Read Flawless//Broken Page 12


  With a wave of relief, I follow the girl behind the kitchen and down a small hall. I look behind me once to see Lake walk in, his leather jacket blending in with the rest of the college-age kids in leather. The braids girl opens a door labeled BREAK ROOM, and motions for me to go in with a wink.

  “She’s not as much of a hardass as she seems. Good luck. I’m Kelly, by the way. Hopefully we’ll be working together soon.”

  I try my best smile, and walk in. Kelly closes the door behind us, and I turn to face the woman sitting at the round table in the center of the room. Her hair is long and wavy and honey-blonde, and though she has a casual sweater and jeans on, her face is set and serious.

  “Hi,” I smile and walk over, offering my hand to her. “I’m Mia Redfield, here for the interview.”

  “I know who are,” The woman says stonily. “I read your resume, after all.”

  I sit in the chair she motions to, and inwardly curse my luck. She’s a complete business-minded lady. Her questions are relentless - where did I used to work? What position was I in? Did I have any complaints from my boss? Thankfully, I can answer no to the last one. Finally, she sits back in her chair, eyeing me carefully.

  “Anything else you want to tell me, Mia?”

  A man died because of me. Two men. The homeless man was the second.
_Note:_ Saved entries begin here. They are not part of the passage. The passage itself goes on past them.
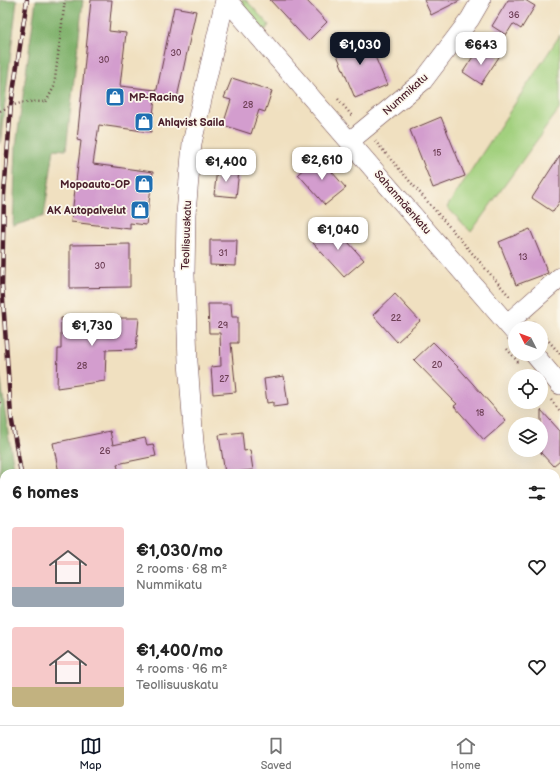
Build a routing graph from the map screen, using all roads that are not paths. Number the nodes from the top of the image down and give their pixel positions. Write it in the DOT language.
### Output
graph roads {
  1 [pos="226,0"];
  2 [pos="481,0"];
  3 [pos="350,141"];
  4 [pos="560,277"];
  5 [pos="515,321"];
  6 [pos="508,325"];
  7 [pos="540,361"];
  8 [pos="560,385"];
  9 [pos="197,469"];
  1 -- 3 [label="street, Sahanmäenkatu"];
  1 -- 9 [label="street, Teollisuuskatu"];
  2 -- 3 [label="street, Nummikatu"];
  3 -- 6 [label="street, Sahanmäenkatu"];
  4 -- 5 [label="street"];
  7 -- 8 [label="street"];
}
  My father was the first.

  I squeeze my fists and force a smile. “No. That’s about it, I think.”

  “You’ll forgive me if I seem forward,” The woman says. “But I took the liberty of running a background check on you. You’ve had several minor incidents with the police in the past three years.”

  My shame is instant and hot on my face. “Ah, those. I’m not too proud of those years. I was a terrible teenager.”

  “And you said on your resume you were expelled from the University of Washington. In your first year.”

  “Yes.”

  The woman studies me, then lets out a puff of air. “I’m sorry, Ms. Redfield. I would normally consider you, but all of those things combined with that thing on your face? It doesn’t sound like you’re suited to work anywhere. Especially not in my cafe.”

  Her words sting harder than killer wasps. She said ‘that thing’ like it was a revolting slug, not a scar. My shame condenses as hot wetness in my eyes, but I blink them back and look up.

  “Alright. Thanks for your time, anyway.”

  The bus ride home is equally miserable. I throw myself onto my mattress on the floor and sob. The mistakes of the past are etched too deeply in me. On me. They won’t let me move on. No matter how hard I try, I can’t get past what I did - the evil swallowing me whole. It’s hours until I’m calm enough to sit up again. But even that’s cut short by a rough knock at my door. Is it Ellie? I check the time on my phone - she should’ve been home hours ago. Did she go out for dinner or something?

  My heart sinks as the knocking becomes frantic. I get up and look through the hole - Lake. I open it.

  “They’ve got her,” Lake pants. “The Mutus have Ellie.”

  PART ELEVEN

  ELEVEN

  Chapter 11

  ELEVEN

  Lake strides in after me, his face white and strained. He checks the beetles - all of them fluttering their wings on the doorways and windowsills. In my angst I didn’t notice they were fluttering at all. How long had they been like that? He touches the floor with two fingers and closes his eyes, as if he’s sensing something. And then, in front of my eyes, he turns. His body compacts, becoming smaller and smaller, his head shrinks and it takes all my willpower not to freak out. He grows so small he disappears beneath his leather jacket, a moving lump in his place. Before I can pull the jacket away, a large orange tabby cat leaps from beneath it. I’ve seen him like this only once or twice before, but only when I was too distressed to really notice him. He’s a powerful tom cat, all rippling muscle and large head, practically the size of a medium dog, with impressive fangs that protrude over his mouth.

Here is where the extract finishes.